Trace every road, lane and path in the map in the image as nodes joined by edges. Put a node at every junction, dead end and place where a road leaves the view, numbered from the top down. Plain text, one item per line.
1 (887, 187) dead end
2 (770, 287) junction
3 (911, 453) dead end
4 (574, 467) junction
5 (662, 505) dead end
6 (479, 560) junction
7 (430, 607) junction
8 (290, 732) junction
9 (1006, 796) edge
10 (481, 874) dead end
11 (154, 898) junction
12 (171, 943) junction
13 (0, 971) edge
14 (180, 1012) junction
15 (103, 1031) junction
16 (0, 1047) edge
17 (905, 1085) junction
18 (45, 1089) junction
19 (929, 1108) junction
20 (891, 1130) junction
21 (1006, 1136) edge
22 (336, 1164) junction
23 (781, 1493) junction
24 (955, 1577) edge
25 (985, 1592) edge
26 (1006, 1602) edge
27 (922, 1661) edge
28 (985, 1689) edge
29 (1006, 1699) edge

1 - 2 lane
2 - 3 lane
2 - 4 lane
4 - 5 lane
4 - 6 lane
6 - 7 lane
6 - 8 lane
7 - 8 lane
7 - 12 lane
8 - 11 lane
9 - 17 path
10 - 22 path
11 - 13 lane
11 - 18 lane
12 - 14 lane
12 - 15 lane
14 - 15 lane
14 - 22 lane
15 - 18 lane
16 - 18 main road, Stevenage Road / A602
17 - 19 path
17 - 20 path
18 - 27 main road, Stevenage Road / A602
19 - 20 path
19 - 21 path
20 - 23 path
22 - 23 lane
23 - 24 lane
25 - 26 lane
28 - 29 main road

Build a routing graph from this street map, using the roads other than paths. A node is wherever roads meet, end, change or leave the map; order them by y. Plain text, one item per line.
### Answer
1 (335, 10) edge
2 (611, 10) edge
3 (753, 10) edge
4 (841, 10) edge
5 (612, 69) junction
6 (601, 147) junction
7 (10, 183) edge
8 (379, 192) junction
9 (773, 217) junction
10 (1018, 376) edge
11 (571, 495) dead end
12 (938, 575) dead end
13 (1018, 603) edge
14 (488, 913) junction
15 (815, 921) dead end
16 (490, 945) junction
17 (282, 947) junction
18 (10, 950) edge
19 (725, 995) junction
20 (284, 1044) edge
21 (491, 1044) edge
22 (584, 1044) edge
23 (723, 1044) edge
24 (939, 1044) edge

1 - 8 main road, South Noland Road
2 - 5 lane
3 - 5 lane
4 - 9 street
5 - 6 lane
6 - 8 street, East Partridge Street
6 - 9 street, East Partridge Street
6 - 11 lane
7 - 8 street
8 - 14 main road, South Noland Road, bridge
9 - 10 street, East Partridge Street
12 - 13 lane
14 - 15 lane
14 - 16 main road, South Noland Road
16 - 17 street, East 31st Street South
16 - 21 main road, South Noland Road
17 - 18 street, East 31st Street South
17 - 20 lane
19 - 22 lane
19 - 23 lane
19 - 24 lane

•••

[WHAT THIS TASK INVOLVES] Nothing but the lines from the one containing "Build a routing" to the last line of the listing above belongs in the answer; restate each word for word.

[SOLUTION FOR THIS EXERCISE]
Build a routing graph from this street map, using the roads other than paths. A node is wherever roads meet, end, change or leave the map; order them by y. Plain text, one item per line.
### Answer
1 (335, 10) edge
2 (611, 10) edge
3 (753, 10) edge
4 (841, 10) edge
5 (612, 69) junction
6 (601, 147) junction
7 (10, 183) edge
8 (379, 192) junction
9 (773, 217) junction
10 (1018, 376) edge
11 (571, 495) dead end
12 (938, 575) dead end
13 (1018, 603) edge
14 (488, 913) junction
15 (815, 921) dead end
16 (490, 945) junction
17 (282, 947) junction
18 (10, 950) edge
19 (725, 995) junction
20 (284, 1044) edge
21 (491, 1044) edge
22 (584, 1044) edge
23 (723, 1044) edge
24 (939, 1044) edge

1 - 8 main road, South Noland Road
2 - 5 lane
3 - 5 lane
4 - 9 street
5 - 6 lane
6 - 8 street, East Partridge Street
6 - 9 street, East Partridge Street
6 - 11 lane
7 - 8 street
8 - 14 main road, South Noland Road, bridge
9 - 10 street, East Partridge Street
12 - 13 lane
14 - 15 lane
14 - 16 main road, South Noland Road
16 - 17 street, East 31st Street South
16 - 21 main road, South Noland Road
17 - 18 street, East 31st Street South
17 - 20 lane
19 - 22 lane
19 - 23 lane
19 - 24 lane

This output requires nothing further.